## [LISTED ENTRIES]
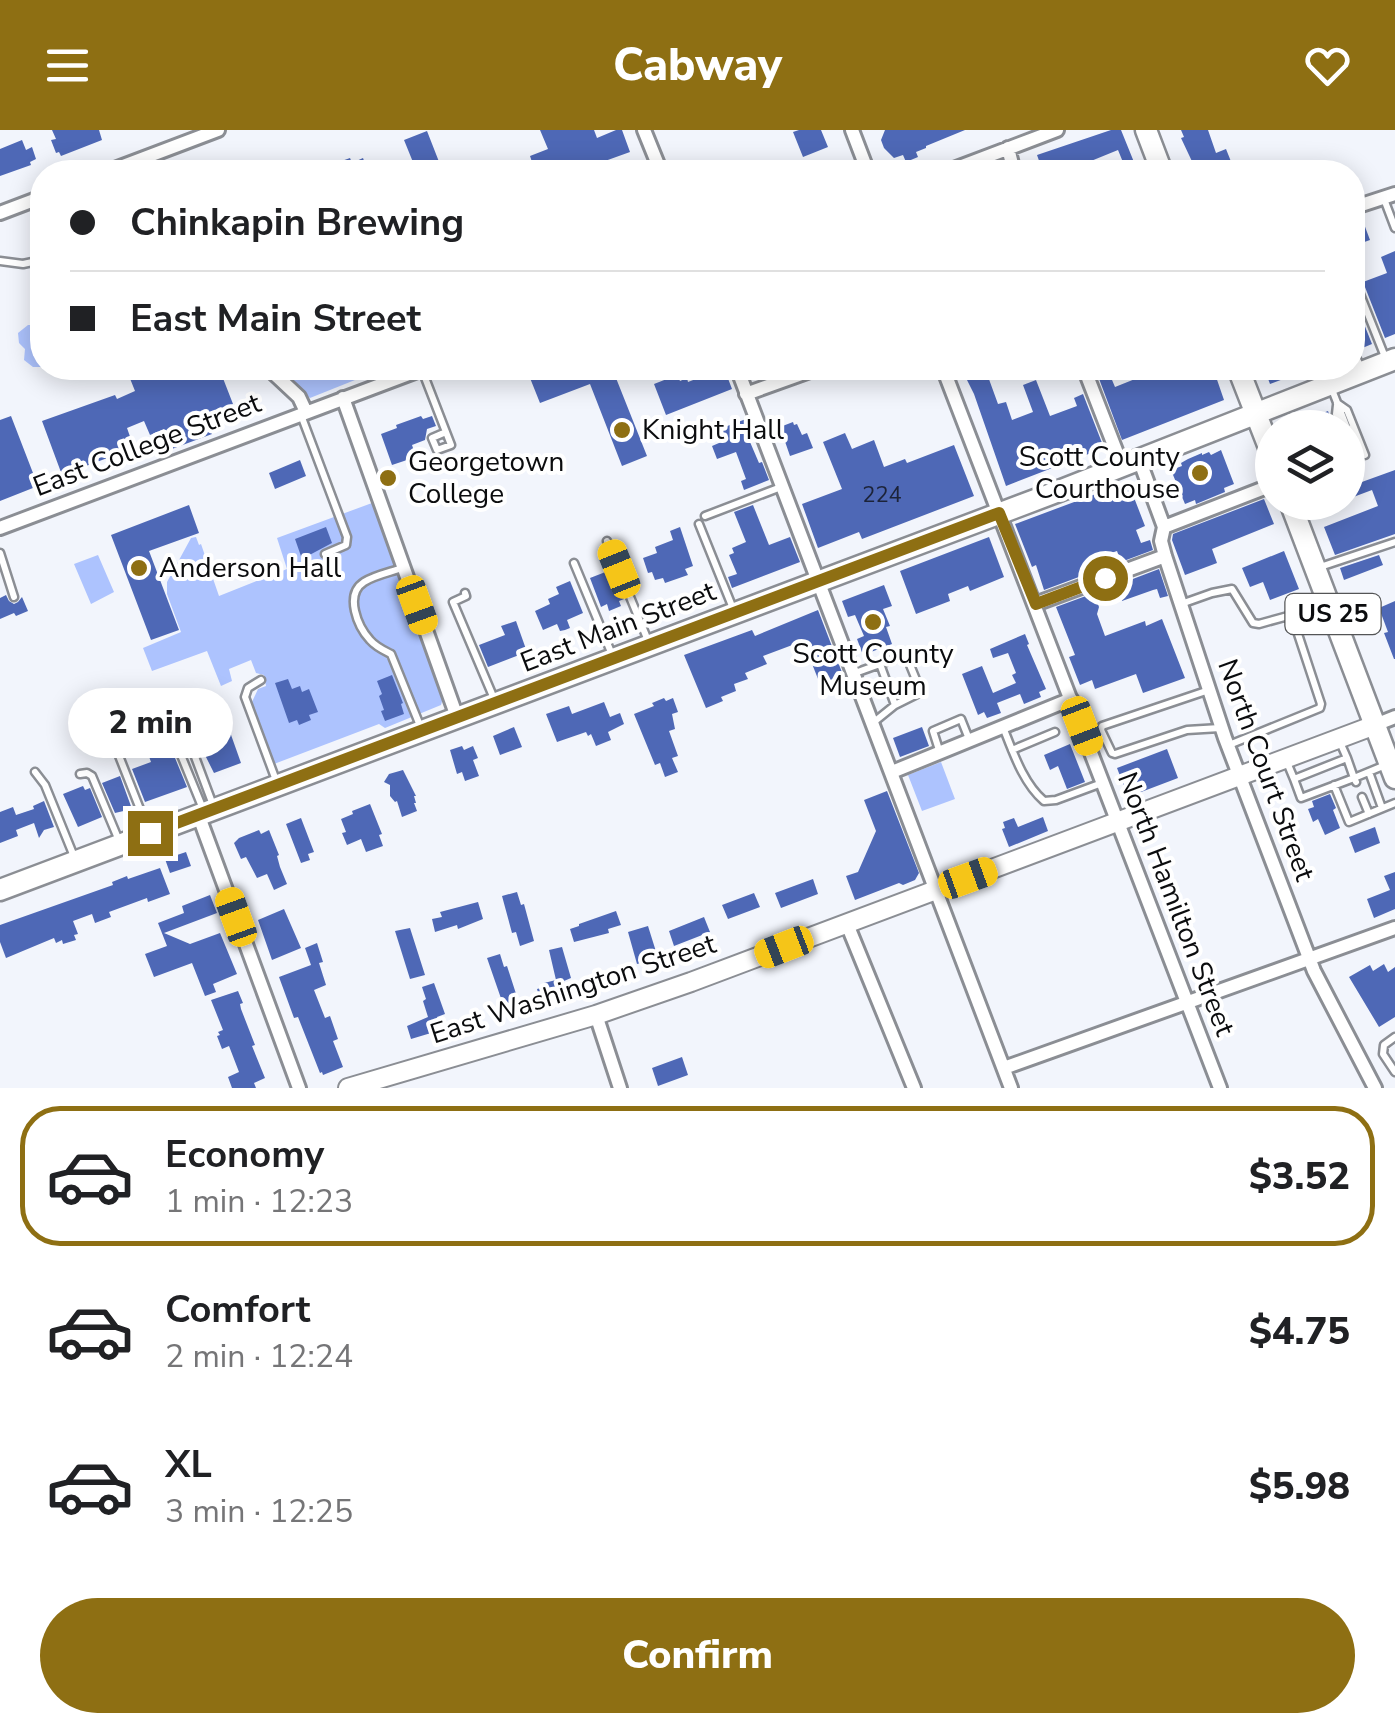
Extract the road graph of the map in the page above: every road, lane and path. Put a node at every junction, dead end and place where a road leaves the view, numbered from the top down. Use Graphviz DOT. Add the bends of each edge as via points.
graph roads {
  1 [pos="218,130"];
  2 [pos="644,130"];
  3 [pos="852,130"];
  4 [pos="1056,130"];
  5 [pos="1146,130"];
  6 [pos="1008,148"];
  7 [pos="139,160"];
  8 [pos="656,160"];
  9 [pos="863,160"];
  10 [pos="977,160"];
  11 [pos="1011,160"];
  12 [pos="1157,160"];
  13 [pos="1389,196"];
  14 [pos="30,202"];
  15 [pos="1365,204"];
  16 [pos="0,213"];
  17 [pos="1395,228"];
  18 [pos="0,261"];
  19 [pos="30,263"];
  20 [pos="1365,303"];
  21 [pos="1391,361"];
  22 [pos="1365,371"];
  23 [pos="281,380"];
  24 [pos="378,380"];
  25 [pos="391,380"];
  26 [pos="427,380"];
  27 [pos="741,380"];
  28 [pos="785,380"];
  29 [pos="948,380"];
  30 [pos="1090,380"];
  31 [pos="1243,380"];
  32 [pos="1352,380"];
  33 [pos="380,384"];
  34 [pos="746,394"];
  35 [pos="1334,394"];
  36 [pos="343,398"];
  37 [pos="1272,410"];
  38 [pos="1339,410"];
  39 [pos="1347,410"];
  40 [pos="1255,411"];
  41 [pos="303,413"];
  42 [pos="1255,414"];
  43 [pos="446,432"];
  44 [pos="1131,462"];
  45 [pos="782,486"];
  46 [pos="1255,492"];
  47 [pos="999,513"];
  48 [pos="705,516"];
  49 [pos="1297,520"];
  50 [pos="699,524"];
  51 [pos="1164,527"];
  52 [pos="0,528"];
  53 [pos="607,541"];
  54 [pos="1395,542"];
  55 [pos="0,554"];
  56 [pos="325,554"];
  57 [pos="1165,556"];
  58 [pos="574,563"];
  59 [pos="404,567"];
  60 [pos="1316,569"];
  61 [pos="819,580"];
  62 [pos="465,593"];
  63 [pos="14,596"];
  64 [pos="1036,604"];
  65 [pos="1181,604"];
  66 [pos="735,612"];
  67 [pos="649,644"];
  68 [pos="613,658"];
  69 [pos="880,664"];
  70 [pos="854,674"];
  71 [pos="261,680"];
  72 [pos="1209,690"];
  73 [pos="1071,698"];
  74 [pos="495,702"];
  75 [pos="894,704"];
  76 [pos="457,717"];
  77 [pos="1385,721"];
  78 [pos="873,723"];
  79 [pos="1003,727"];
  80 [pos="214,728"];
  81 [pos="1222,728"];
  82 [pos="133,729"];
  83 [pos="422,730"];
  84 [pos="160,732"];
  85 [pos="1055,732"];
  86 [pos="1339,738"];
  87 [pos="970,740"];
  88 [pos="1228,745"];
  89 [pos="1012,750"];
  90 [pos="940,752"];
  91 [pos="1286,758"];
  92 [pos="1347,758"];
  93 [pos="1392,771"];
  94 [pos="35,772"];
  95 [pos="892,772"];
  96 [pos="1369,772"];
  97 [pos="80,774"];
  98 [pos="1240,776"];
  99 [pos="1294,779"];
  100 [pos="1355,780"];
  101 [pos="1103,782"];
  102 [pos="278,784"];
  103 [pos="1334,785"];
  104 [pos="1362,797"];
  105 [pos="1395,803"];
  106 [pos="1382,808"];
  107 [pos="205,812"];
  108 [pos="1369,814"];
  109 [pos="1118,822"];
  110 [pos="150,833"];
  111 [pos="120,844"];
  112 [pos="75,860"];
  113 [pos="0,890"];
  114 [pos="936,890"];
  115 [pos="847,924"];
  116 [pos="1395,928"];
  117 [pos="1309,959"];
  118 [pos="1187,1002"];
  119 [pos="596,1014"];
  120 [pos="1395,1038"];
  121 [pos="1004,1068"];
  122 [pos="1395,1072"];
  123 [pos="299,1088"];
  124 [pos="348,1088"];
  125 [pos="620,1088"];
  126 [pos="914,1088"];
  127 [pos="1011,1088"];
  128 [pos="1220,1088"];
  129 [pos="1375,1088"];
  1 -- 7 [label="street"];
  2 -- 8 [label="street"];
  3 -- 9 [label="street"];
  4 -- 6 [label="street"];
  5 -- 12 [label="main road"];
  6 -- 10 [label="street"];
  6 -- 11 [label="street"];
  13 -- 15 [label="street"];
  13 -- 17 [label="lane"];
  14 -- 16 [label="street"];
  18 -- 19 [label="lane"];
  20 -- 21 [label="lane"];
  21 -- 22 [label="main road, East Main Street"];
  23 -- 41 [label="street" via="299,397"];
  24 -- 33 [label="street"];
  25 -- 33 [label="street, East College Street"];
  26 -- 43 [label="lane"];
  27 -- 34 [label="street"];
  28 -- 34 [label="street"];
  29 -- 47 [label="street, North Hamilton Street"];
  30 -- 44 [label="street, North Court Street"];
  31 -- 40 [label="main road"];
  32 -- 35 [label="main road, East Main Street"];
  33 -- 36 [label="street, East College Street"];
  34 -- 45 [label="street"];
  35 -- 37 [label="main road, East Main Street"];
  35 -- 38 [label="lane"];
  35 -- 39 [label="lane"];
  36 -- 41 [label="street, East College Street"];
  36 -- 59 [label="street"];
  41 -- 52 [label="street, East College Street"];
  41 -- 56 [label="lane" via="346,537 346,545"];
  42 -- 44 [label="main road, East Main Street"];
  44 -- 47 [label="main road, East Main Street"];
  44 -- 51 [label="street, North Court Street"];
  45 -- 48 [label="lane"];
  45 -- 61 [label="street"];
  46 -- 51 [label="street"];
  47 -- 61 [label="main road, East Main Street"];
  47 -- 64 [label="street, North Hamilton Street"];
  49 -- 60 [label="main road, US 25"];
  50 -- 66 [label="lane"];
  51 -- 57 [label="street, North Court Street"];
  53 -- 67 [label="lane"];
  54 -- 60 [label="lane"];
  55 -- 63 [label="lane"];
  57 -- 64 [label="street"];
  57 -- 65 [label="street, North Court Street"];
  58 -- 68 [label="lane"];
  59 -- 76 [label="street"];
  59 -- 83 [label="lane" via="364,582 354,606 368,638 391,654"];
  60 -- 77 [label="main road, US 25"];
  61 -- 66 [label="main road, East Main Street"];
  61 -- 70 [label="street"];
  62 -- 74 [label="lane" via="453,602"];
  64 -- 73 [label="street, North Hamilton Street"];
  65 -- 72 [label="street, North Court Street"];
  65 -- 88 [label="lane" via="1232,589 1253,623 1288,616 1296,628 1320,708"];
  66 -- 67 [label="main road, East Main Street"];
  67 -- 68 [label="main road, East Main Street"];
  68 -- 74 [label="main road, East Main Street"];
  69 -- 70 [label="lane"];
  69 -- 75 [label="lane"];
  69 -- 75 [label="lane" via="906,655 920,692"];
  70 -- 78 [label="street"];
  71 -- 102 [label="lane" via="245,697"];
  72 -- 81 [label="street, North Court Street"];
  72 -- 81 [label="lane" via="1101,730 1115,754 1187,730"];
  73 -- 79 [label="street"];
  73 -- 101 [label="street, North Hamilton Street"];
  74 -- 76 [label="main road, East Main Street"];
  75 -- 78 [label="lane"];
  76 -- 83 [label="main road, East Main Street"];
  77 -- 86 [label="street, East Washington Street"];
  77 -- 93 [label="main road, US 25"];
  78 -- 95 [label="street"];
  79 -- 87 [label="street"];
  79 -- 89 [label="lane"];
  80 -- 107 [label="lane" via="188,738"];
  81 -- 88 [label="street, North Court Street"];
  82 -- 110 [label="lane" via="112,738"];
  83 -- 102 [label="main road, East Main Street"];
  84 -- 107 [label="lane" via="170,728"];
  85 -- 89 [label="lane"];
  86 -- 91 [label="street, East Washington Street"];
  86 -- 92 [label="lane"];
  87 -- 90 [label="street"];
  87 -- 90 [label="lane" via="961,719 932,731"];
  88 -- 98 [label="street, North Court Street"];
  89 -- 101 [label="lane" via="1044,801"];
  90 -- 95 [label="street"];
  91 -- 98 [label="street, East Washington Street"];
  91 -- 99 [label="lane"];
  92 -- 99 [label="lane"];
  92 -- 100 [label="lane"];
  93 -- 96 [label="lane"];
  94 -- 112 [label="lane"];
  95 -- 114 [label="street"];
  96 -- 100 [label="lane"];
  96 -- 106 [label="lane"];
  97 -- 111 [label="lane" via="92,776"];
  98 -- 109 [label="street, East Washington Street"];
  98 -- 117 [label="street, North Court Street"];
  99 -- 103 [label="lane" via="1301,798"];
  100 -- 103 [label="lane"];
  101 -- 109 [label="street, North Hamilton Street"];
  102 -- 107 [label="main road, East Main Street"];
  103 -- 108 [label="lane" via="1349,822"];
  104 -- 108 [label="lane"];
  105 -- 106 [label="lane"];
  106 -- 108 [label="lane"];
  107 -- 110 [label="main road, East Main Street"];
  107 -- 123 [label="street"];
  109 -- 114 [label="street, East Washington Street"];
  109 -- 118 [label="street, North Hamilton Street"];
  110 -- 111 [label="main road, East Main Street"];
  111 -- 112 [label="main road, East Main Street"];
  112 -- 113 [label="main road, East Main Street"];
  114 -- 115 [label="street, East Washington Street"];
  114 -- 121 [label="street"];
  115 -- 119 [label="street, East Washington Street"];
  115 -- 126 [label="street"];
  116 -- 117 [label="street"];
  117 -- 118 [label="street"];
  117 -- 129 [label="street, North Court Street"];
  118 -- 121 [label="street"];
  118 -- 128 [label="street, North Hamilton Street"];
  119 -- 124 [label="street, East Washington Street"];
  119 -- 125 [label="street"];
  120 -- 122 [label="lane" via="1383,1054"];
  121 -- 127 [label="street"];
}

## [WHAT THE EXERCISE ASKS]
Copy every line of the records above that contains "Washington".

## [SOLVED PROBLEM]
  77 -- 86 [label="street, East Washington Street"];
  86 -- 91 [label="street, East Washington Street"];
  91 -- 98 [label="street, East Washington Street"];
  98 -- 109 [label="street, East Washington Street"];
  109 -- 114 [label="street, East Washington Street"];
  114 -- 115 [label="street, East Washington Street"];
  115 -- 119 [label="street, East Washington Street"];
  119 -- 124 [label="street, East Washington Street"];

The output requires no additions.